Vargas Llosa le sait mieux que personne, ses romans nous en assurent, que les pauvres sont des personnes qui ne s’appartiennent pas comme le disait Aristote des esclaves, des hommes, certes, mais qui ne s’appartiennent pas. De sorte qu’un chômeur ne s’appartient pas, un précaire ne s’appartient pas ni un travailleur rivé à sa tâche avec la peur au ventre de perdre son emploi.
Mais aujourd’hui comme au temps d’Aristote ne faut-il pas une multitude de femmes et d’hommes astreints aux tâches prosaïques, ces tâches qui doivent bien être assumées pour que les hommes libres, vraiment libres, puissent s’adonner à l’Art, sachant que la politique est l’art de la vie dans la cité ?
De sorte que pour Vargas Llosa rien ne serait mieux qu’une coalition, un pacte entre partis véritablement libéraux c’est-à-dire le PP, le PSOE et Ciudadanos. Bien sûr il faudra veiller à l’avenir que nul ne profite du pouvoir pour se « remplir les poches » dit-il textuellement et ainsi les choses continueront comme devant, les chiffres du chômage noteront une nette amélioration passant de 22 à 20 tandis que la croissance poursuivra sa croissance, que les expulsions aussi se poursuivront et que les jeunes iront toujours vivre chez leurs parents ou s’exileront, tout cela dans la paix et la sérénité qui permettra aux hommes libres de s’adonner aux arts et à Mario Vargas Llosa de continuer à parcourir le monde de palace en palace pour vendre ses conférences, l’esprit en paix et la conscience légère.
Un homme comme tous les hommes
Quant aux mesures préconisées par Podemos telles que celles-ci : un élu ne doit pas recevoir d’indemnité supérieure à trois fois le salaire minimum, interdiction des « portes tournantes » autrement dit du « pantouflage», interdiction des expulsions sans solution de relogement, limitation du nombre de mandats, institution d’un référendum révocatoire à mi-mandat du gouvernement, etc., curieusement, de tout cela Vargas Llosa ne dit mot car tout cela n’est rien d’autre que cet extrémisme qu’il ne cesse de dénoncer à longueur de tribune au nom de la liberté, ce mot dont s’est saisi l’idéologie libérale pour occulter ce qui constitue son essence, l’inégalité et l’injustice.
Il n’en demeure pas moins que Mario Vargas Llosa est un immense écrivain. Mais aussi un homme comme le dit Sartre dans la dernière phrase des « Mots » : « Tout un homme, fait de tous les hommes et qui les vaut tous et que vaut n’importe qui ».

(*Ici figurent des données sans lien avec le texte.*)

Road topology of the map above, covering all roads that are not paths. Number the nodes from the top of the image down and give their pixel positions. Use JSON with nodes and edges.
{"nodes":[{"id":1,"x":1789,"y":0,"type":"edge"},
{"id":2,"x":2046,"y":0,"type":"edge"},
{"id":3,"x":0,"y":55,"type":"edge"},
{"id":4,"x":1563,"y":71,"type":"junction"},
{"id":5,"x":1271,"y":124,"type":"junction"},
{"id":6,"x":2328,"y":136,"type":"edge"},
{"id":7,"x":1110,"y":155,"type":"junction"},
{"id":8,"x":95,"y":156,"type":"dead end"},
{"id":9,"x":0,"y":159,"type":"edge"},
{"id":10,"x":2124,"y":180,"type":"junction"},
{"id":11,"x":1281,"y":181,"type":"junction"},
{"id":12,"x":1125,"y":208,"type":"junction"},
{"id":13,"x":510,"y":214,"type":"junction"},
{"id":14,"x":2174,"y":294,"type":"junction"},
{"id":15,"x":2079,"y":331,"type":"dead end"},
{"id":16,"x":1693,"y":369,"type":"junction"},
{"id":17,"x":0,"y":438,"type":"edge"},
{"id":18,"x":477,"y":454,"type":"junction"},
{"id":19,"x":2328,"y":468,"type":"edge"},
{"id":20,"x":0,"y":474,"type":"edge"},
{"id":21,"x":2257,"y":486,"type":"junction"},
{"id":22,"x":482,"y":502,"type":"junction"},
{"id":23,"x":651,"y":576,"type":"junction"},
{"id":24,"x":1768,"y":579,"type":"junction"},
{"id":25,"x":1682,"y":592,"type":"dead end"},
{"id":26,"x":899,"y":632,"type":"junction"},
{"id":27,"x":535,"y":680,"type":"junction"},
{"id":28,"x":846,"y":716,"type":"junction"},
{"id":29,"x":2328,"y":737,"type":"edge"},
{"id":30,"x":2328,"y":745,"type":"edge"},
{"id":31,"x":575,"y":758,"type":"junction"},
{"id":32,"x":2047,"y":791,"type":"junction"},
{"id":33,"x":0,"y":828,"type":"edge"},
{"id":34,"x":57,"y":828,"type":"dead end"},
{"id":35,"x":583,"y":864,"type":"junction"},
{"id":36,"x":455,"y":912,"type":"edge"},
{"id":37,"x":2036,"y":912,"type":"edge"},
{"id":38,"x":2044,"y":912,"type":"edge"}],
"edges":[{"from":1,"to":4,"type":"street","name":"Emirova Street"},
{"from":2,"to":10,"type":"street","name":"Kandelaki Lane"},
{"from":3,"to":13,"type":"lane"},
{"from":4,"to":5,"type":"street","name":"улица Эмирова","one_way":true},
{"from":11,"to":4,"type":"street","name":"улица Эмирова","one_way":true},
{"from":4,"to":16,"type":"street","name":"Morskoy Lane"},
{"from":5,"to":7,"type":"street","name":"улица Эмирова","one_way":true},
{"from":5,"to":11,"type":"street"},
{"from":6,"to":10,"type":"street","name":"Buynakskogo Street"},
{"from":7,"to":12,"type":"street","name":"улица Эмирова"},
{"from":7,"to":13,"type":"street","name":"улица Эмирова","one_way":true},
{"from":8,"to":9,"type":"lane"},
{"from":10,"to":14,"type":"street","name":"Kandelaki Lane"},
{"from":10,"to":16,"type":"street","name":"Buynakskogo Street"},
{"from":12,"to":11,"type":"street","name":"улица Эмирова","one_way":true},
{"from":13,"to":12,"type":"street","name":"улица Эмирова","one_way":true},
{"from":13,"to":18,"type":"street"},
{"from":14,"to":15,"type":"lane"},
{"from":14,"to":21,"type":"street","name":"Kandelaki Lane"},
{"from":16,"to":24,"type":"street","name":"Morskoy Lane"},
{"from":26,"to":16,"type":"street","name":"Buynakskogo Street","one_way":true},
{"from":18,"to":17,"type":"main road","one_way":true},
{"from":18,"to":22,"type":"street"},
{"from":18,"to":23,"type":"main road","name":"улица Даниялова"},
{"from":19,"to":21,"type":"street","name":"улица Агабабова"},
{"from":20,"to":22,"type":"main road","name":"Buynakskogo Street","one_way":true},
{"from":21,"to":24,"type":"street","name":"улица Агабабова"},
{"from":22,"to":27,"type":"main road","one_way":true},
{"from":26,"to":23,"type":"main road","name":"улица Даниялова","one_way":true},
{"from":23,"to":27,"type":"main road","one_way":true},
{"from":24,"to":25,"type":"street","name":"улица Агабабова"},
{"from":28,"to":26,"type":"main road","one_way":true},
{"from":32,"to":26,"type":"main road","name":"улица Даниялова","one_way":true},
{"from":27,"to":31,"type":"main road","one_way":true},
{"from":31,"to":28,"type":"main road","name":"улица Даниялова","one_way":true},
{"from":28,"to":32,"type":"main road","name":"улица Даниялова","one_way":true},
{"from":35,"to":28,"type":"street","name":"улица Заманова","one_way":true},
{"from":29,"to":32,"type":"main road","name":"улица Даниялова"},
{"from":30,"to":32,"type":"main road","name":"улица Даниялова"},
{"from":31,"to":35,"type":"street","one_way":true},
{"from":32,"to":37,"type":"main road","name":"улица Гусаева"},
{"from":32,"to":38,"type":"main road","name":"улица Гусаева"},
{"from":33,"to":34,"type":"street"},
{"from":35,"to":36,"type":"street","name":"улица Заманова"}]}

Mais aussi un citoyen quand il s’exprime en tant que tel c’est-à-dire politiquement, un citoyen auquel sa qualité d’écrivain ne confère nulle compétence particulière de sorte que son opinion n’est qu’une opinion parmi tant d’autres et, en l’occurrence, une opinion qui manifeste excellemment son appartenance à ce que les militants de Podemos nomment très pertinemment la caste.